Task to carry out: Leave the pictures out and write out exactly the lines from the top of the entries through the line containing "filter:drop-shadow(0 0 2px".

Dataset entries
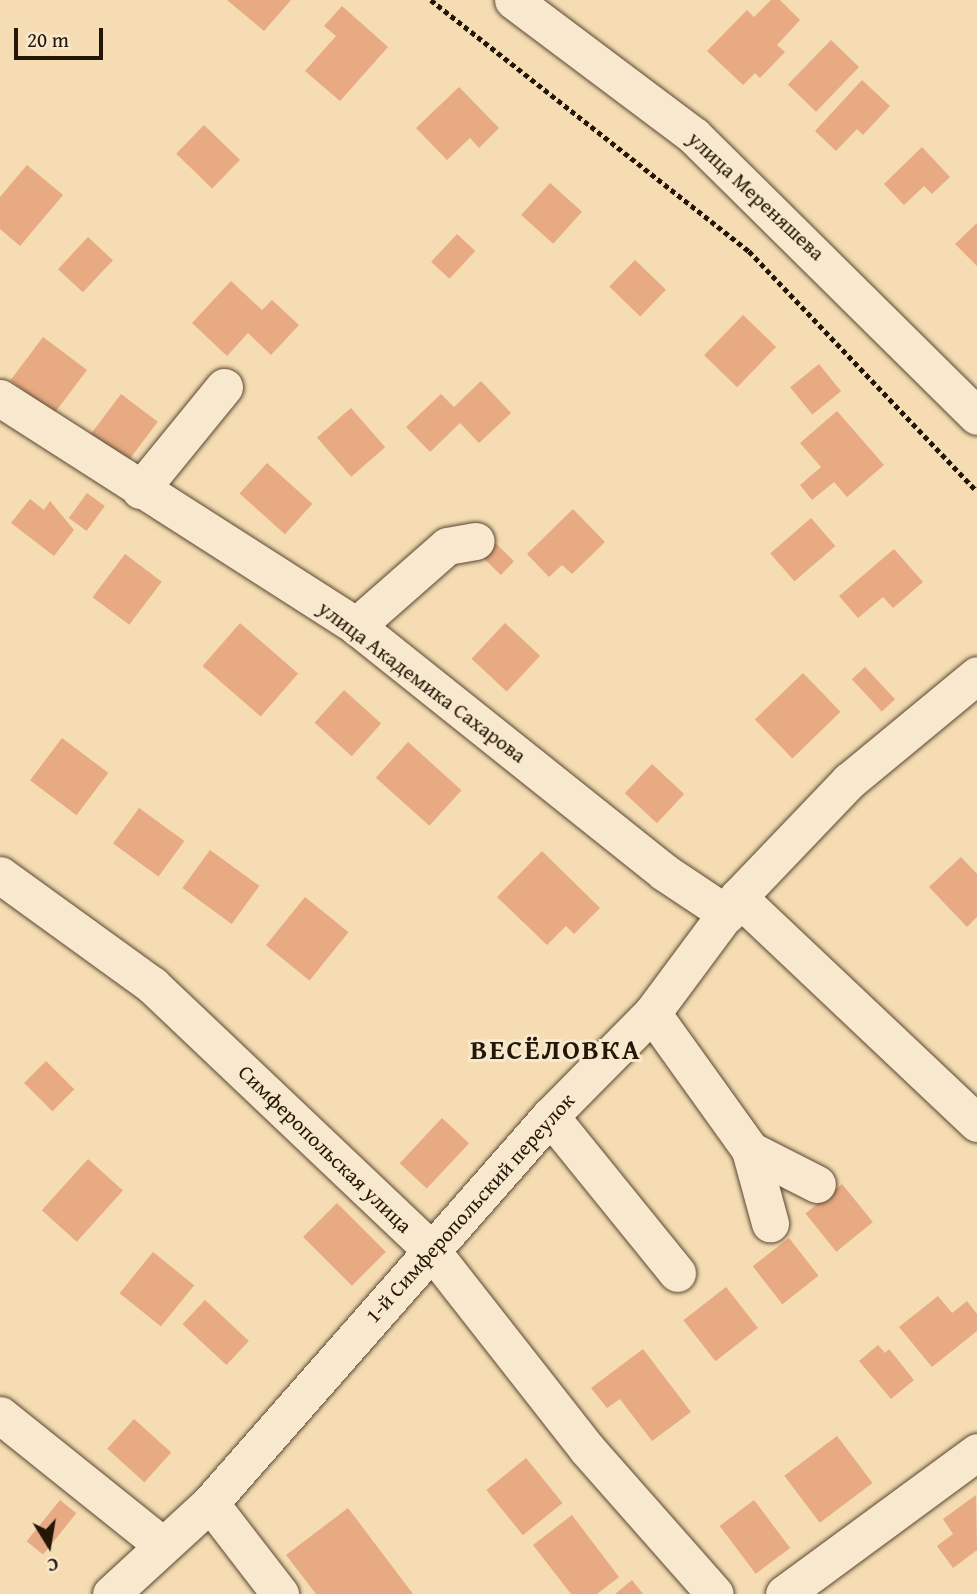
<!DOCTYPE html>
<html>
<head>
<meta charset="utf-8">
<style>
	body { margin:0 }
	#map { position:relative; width:977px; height:1594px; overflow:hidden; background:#f5dcb2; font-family:"Gentium Book Plus",serif }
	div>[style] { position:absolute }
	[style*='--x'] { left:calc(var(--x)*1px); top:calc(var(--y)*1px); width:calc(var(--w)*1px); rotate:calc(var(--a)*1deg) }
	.building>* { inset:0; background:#e7aa83; transform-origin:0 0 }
	.path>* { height:4.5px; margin-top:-2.25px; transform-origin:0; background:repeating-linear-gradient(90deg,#251708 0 5px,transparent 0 8.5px) }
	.roads { filter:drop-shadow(0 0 2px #594832) drop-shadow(0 0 2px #594832) }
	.minor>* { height:37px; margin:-18.5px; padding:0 18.5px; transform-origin:18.5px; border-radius:18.5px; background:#f8e8cd }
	span { translate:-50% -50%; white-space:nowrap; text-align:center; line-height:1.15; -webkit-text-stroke:6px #f8e8cd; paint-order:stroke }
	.street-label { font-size:21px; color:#251708 }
	.district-label { font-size:28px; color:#251708; font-weight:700; letter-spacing:2px }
	.north { position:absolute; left:14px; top:1510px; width:70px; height:70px; -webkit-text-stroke:5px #f8e8cd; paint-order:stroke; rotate:169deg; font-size:19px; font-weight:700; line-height:28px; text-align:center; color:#251708 }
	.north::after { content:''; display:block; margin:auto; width:24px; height:32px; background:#251708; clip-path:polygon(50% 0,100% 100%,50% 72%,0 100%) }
	.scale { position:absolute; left:14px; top:28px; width:89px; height:32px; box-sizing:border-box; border:4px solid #251708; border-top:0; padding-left:9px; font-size:21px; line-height:24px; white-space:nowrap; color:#251708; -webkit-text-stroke:5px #f8e8cd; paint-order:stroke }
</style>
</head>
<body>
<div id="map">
	<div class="building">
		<i style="clip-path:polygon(227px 0,291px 0,264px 31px)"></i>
		<i style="clip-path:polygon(771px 0,780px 0,800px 20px,777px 45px,785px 52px,760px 78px,755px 73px,743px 85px,707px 51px,747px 10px,754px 17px)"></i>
		<i style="clip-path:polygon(342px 6px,388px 47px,340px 101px,305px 71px,336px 36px,324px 26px)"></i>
		<i style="left:831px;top:40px;width:39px;height:62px;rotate:44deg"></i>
		<i style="clip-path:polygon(862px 80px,890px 106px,863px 135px,857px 129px,836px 151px,815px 131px)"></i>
		<i style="clip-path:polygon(459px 87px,499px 128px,479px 148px,470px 138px,447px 160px,416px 128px)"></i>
		<i style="left:204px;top:125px;width:50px;height:40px;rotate:44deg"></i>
		<i style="clip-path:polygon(922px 147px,950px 177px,932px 194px,924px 186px,904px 205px,884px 184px)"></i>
		<i style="clip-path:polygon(27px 165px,63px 195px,20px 246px,0 229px,0 197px)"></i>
		<i style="left:550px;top:183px;width:43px;height:43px;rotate:42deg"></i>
		<i style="clip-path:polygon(977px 223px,977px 266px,955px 244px)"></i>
		<i style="left:457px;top:234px;width:25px;height:38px;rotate:43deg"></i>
		<i style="left:88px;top:237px;width:34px;height:44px;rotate:43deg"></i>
		<i style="left:635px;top:260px;width:43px;height:37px;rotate:44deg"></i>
		<i style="clip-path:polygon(231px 281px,262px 310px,272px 300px,299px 325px,271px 355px,248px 333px,227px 356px,192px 323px)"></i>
		<i style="left:743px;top:315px;width:46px;height:56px;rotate:44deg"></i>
		<i style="left:43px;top:337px;width:55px;height:54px;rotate:37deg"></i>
		<i style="left:819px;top:364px;width:35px;height:37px;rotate:51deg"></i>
		<i style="clip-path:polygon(481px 381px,511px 413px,479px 443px,460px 423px,430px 452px,406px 427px,441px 394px,454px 407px)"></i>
		<i style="left:121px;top:394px;width:46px;height:56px;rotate:37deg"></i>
		<i style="left:351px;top:408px;width:52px;height:45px;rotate:49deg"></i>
		<i style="clip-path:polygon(837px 411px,884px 465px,847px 497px,834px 482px,812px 500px,800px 485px,821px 467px,800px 443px)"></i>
		<i style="left:267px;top:463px;width:61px;height:41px;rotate:42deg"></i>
		<i style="left:87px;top:493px;width:22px;height:31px;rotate:36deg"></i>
		<i style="clip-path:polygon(30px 499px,44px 510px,50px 501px,74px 530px,54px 556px,11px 523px)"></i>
		<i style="clip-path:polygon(573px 509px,605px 542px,572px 574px,562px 565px,549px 577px,527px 554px)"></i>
		<i style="left:811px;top:518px;width:37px;height:54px;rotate:49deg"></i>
		<i style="left:491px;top:539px;width:32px;height:19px;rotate:44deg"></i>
		<i style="clip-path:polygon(894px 549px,923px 582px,893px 608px,883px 597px,858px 618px,839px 596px)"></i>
		<i style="left:125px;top:554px;width:46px;height:54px;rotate:37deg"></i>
		<i style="left:240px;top:623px;width:77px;height:57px;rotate:41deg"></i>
		<i style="left:505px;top:623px;width:48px;height:49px;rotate:43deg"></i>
		<i style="left:865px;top:667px;width:44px;height:18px;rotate:47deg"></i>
		<i style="left:803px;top:673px;width:54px;height:67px;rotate:46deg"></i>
		<i style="left:344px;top:690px;width:50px;height:44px;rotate:42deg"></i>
		<i style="left:62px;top:738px;width:58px;height:53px;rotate:37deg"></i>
		<i style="left:408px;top:742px;width:72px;height:48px;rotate:42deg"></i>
		<i style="left:652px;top:764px;width:44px;height:40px;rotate:43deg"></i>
		<i style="left:139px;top:808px;width:56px;height:44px;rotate:36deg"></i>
		<i style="left:210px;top:850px;width:61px;height:47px;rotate:36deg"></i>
		<i style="clip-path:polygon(542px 851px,600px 908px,574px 934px,566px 926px,547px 945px,497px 897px)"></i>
		<i style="clip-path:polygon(961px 857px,977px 874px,977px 917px,967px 927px,929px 887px)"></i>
		<i style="left:305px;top:897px;width:56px;height:62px;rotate:39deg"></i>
		<i style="left:46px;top:1061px;width:40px;height:31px;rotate:45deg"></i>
		<i style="left:442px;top:1118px;width:37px;height:62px;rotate:43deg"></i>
		<i style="left:88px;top:1159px;width:47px;height:69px;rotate:42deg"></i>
		<i style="left:842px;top:1184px;width:49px;height:47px;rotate:51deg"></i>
		<i style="left:337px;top:1203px;width:69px;height:48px;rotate:45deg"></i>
		<i style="left:789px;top:1238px;width:48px;height:46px;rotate:52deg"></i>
		<i style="left:153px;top:1252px;width:53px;height:53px;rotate:39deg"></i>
		<i style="left:726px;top:1287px;width:52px;height:54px;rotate:52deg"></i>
		<i style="clip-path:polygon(938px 1296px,952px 1313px,967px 1301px,977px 1314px,977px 1331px,932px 1367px,899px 1327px)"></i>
		<i style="left:205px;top:1300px;width:60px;height:33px;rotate:43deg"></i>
		<i style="clip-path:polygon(878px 1345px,885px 1353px,889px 1349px,914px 1380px,891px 1399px,859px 1361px)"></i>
		<i style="clip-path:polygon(643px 1349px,691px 1412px,652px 1441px,620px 1399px,607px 1408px,591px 1388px)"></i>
		<i style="left:134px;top:1419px;width:50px;height:40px;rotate:42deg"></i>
		<i style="left:837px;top:1436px;width:59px;height:66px;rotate:53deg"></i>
		<i style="left:526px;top:1458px;width:58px;height:51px;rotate:51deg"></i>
		<i style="clip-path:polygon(976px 1495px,977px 1550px,953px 1568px,937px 1546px,953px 1534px,943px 1519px)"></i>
		<i style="left:60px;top:1500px;width:21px;height:53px;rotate:39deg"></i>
		<i style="left:754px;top:1500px;width:60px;height:43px;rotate:53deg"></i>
		<i style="clip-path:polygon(348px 1508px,413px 1594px,316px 1594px,286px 1555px)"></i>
		<i style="clip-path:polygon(572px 1515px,619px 1577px,597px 1594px,571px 1594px,533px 1545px)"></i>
		<i style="clip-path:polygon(632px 1580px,643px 1594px,615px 1594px)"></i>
	</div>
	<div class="path">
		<i style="--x:431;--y:0;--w:405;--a:38.3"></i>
		<i style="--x:749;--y:251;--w:331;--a:46.5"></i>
	</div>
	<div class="roads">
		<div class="minor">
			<i style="--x:513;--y:0;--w:226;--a:36.9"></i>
			<i style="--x:694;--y:136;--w:398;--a:44.7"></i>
			<i style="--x:0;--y:398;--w:423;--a:32.6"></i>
			<i style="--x:356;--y:626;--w:394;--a:38.6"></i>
			<i style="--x:664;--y:872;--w:76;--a:33.7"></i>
			<i style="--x:140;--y:490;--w:133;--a:-50.8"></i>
			<i style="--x:356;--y:626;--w:121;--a:-41.3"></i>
			<i style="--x:447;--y:546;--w:29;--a:-10"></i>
			<i style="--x:0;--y:875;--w:188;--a:35.9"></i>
			<i style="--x:152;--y:985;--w:385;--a:43.5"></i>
			<i style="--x:431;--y:1250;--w:253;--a:51.9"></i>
			<i style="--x:587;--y:1449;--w:193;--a:48.6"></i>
			<i style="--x:738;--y:897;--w:329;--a:43.4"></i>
			<i style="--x:652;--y:1013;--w:168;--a:54.4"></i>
			<i style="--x:750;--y:1150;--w:75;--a:26.9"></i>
			<i style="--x:550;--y:1116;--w:202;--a:51"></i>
			<i style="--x:750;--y:1150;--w:76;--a:74.7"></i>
			<i style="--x:0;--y:1415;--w:206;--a:38.7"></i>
			<i style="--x:210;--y:1503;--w:115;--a:52.4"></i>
			<i style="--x:111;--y:1594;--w:134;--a:-42.6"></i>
			<i style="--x:210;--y:1503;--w:515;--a:-48.7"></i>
			<i style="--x:550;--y:1116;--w:145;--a:-45.3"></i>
			<i style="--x:652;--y:1013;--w:144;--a:-53.4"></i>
			<i style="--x:738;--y:897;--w:161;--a:-46.3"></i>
			<i style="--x:849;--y:781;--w:166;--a:-39.6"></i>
			<i style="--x:784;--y:1594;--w:240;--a:-36.3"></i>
		</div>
	</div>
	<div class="street-label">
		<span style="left:756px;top:196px;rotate:43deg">улица Мереняшева</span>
		<span style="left:422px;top:682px;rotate:37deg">улица Академика Сахарова</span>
		<span style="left:325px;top:1149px;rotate:44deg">Симферопольская улица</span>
		<span style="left:470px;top:1208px;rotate:-48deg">1-й Симферопольский переулок</span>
	</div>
	<div class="district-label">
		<span style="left:556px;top:1049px">ВЕСЁЛОВКА</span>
	</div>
	<div class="north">С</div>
	<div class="scale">20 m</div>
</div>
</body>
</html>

Reply:
<!DOCTYPE html>
<html>
<head>
<meta charset="utf-8">
<style>
	body { margin:0 }
	#map { position:relative; width:977px; height:1594px; overflow:hidden; background:#f5dcb2; font-family:"Gentium Book Plus",serif }
	div>[style] { position:absolute }
	[style*='--x'] { left:calc(var(--x)*1px); top:calc(var(--y)*1px); width:calc(var(--w)*1px); rotate:calc(var(--a)*1deg) }
	.building>* { inset:0; background:#e7aa83; transform-origin:0 0 }
	.path>* { height:4.5px; margin-top:-2.25px; transform-origin:0; background:repeating-linear-gradient(90deg,#251708 0 5px,transparent 0 8.5px) }
	.roads { filter:drop-shadow(0 0 2px #594832) drop-shadow(0 0 2px #594832) }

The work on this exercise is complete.